§ EXERCISE PROMPT
Could every line of the listing be output exactly, with the pictures skipped?

§ RECORDS
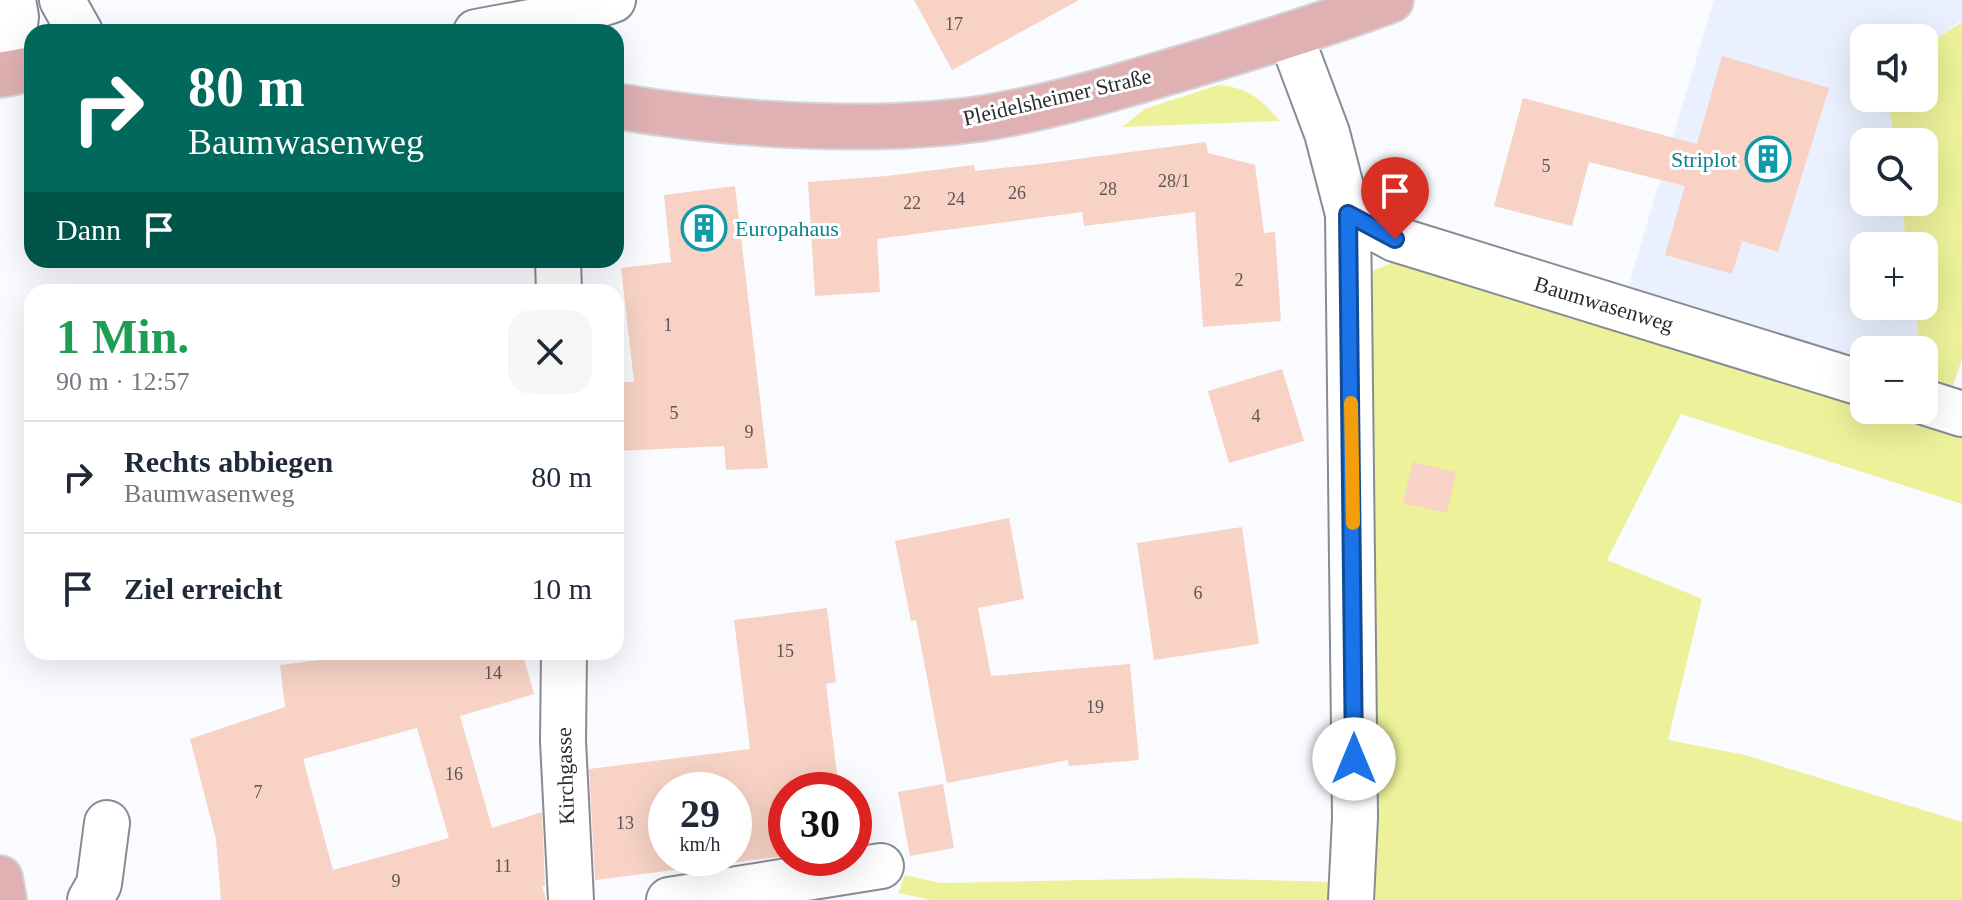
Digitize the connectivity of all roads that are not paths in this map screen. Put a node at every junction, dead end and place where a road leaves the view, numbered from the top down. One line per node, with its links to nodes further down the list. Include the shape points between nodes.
1 (13, 0): 8 (street)
2 (62, 0): 5 (street)
3 (613, 0): 6 (street)
4 (1391, 0): 7 (main road, Pleidelsheimer Straße)
5 (76, 24)
6 (519, 24)
7 (1291, 37): 9 (main road, Pleidelsheimer Straße, via 1100,92 979,119 817,125); 10 (street, via 1327,133)
8 (14, 72)
9 (624, 108)
10 (1348, 214): 11 (street, Baumwasenweg, via 1395,239); 22 (street, via 1355,818)
11 (1850, 380)
12 (1938, 406): 13 (street)
13 (1962, 414)
14 (564, 660): 20 (street, Kirchgasse)
15 (107, 823): 19 (street, via 99,884)
16 (881, 866): 21 (street)
17 (0, 878): 18 (main road)
18 (4, 900)
19 (90, 900)
20 (571, 900)
21 (669, 900)
22 (1351, 900)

§ WRITTEN SOLUTION
Digitize the connectivity of all roads that are not paths in this map screen. Put a node at every junction, dead end and place where a road leaves the view, numbered from the top down. One line per node, with its links to nodes further down the list. Include the shape points between nodes.
1 (13, 0): 8 (street)
2 (62, 0): 5 (street)
3 (613, 0): 6 (street)
4 (1391, 0): 7 (main road, Pleidelsheimer Straße)
5 (76, 24)
6 (519, 24)
7 (1291, 37): 9 (main road, Pleidelsheimer Straße, via 1100,92 979,119 817,125); 10 (street, via 1327,133)
8 (14, 72)
9 (624, 108)
10 (1348, 214): 11 (street, Baumwasenweg, via 1395,239); 22 (street, via 1355,818)
11 (1850, 380)
12 (1938, 406): 13 (street)
13 (1962, 414)
14 (564, 660): 20 (street, Kirchgasse)
15 (107, 823): 19 (street, via 99,884)
16 (881, 866): 21 (street)
17 (0, 878): 18 (main road)
18 (4, 900)
19 (90, 900)
20 (571, 900)
21 (669, 900)
22 (1351, 900)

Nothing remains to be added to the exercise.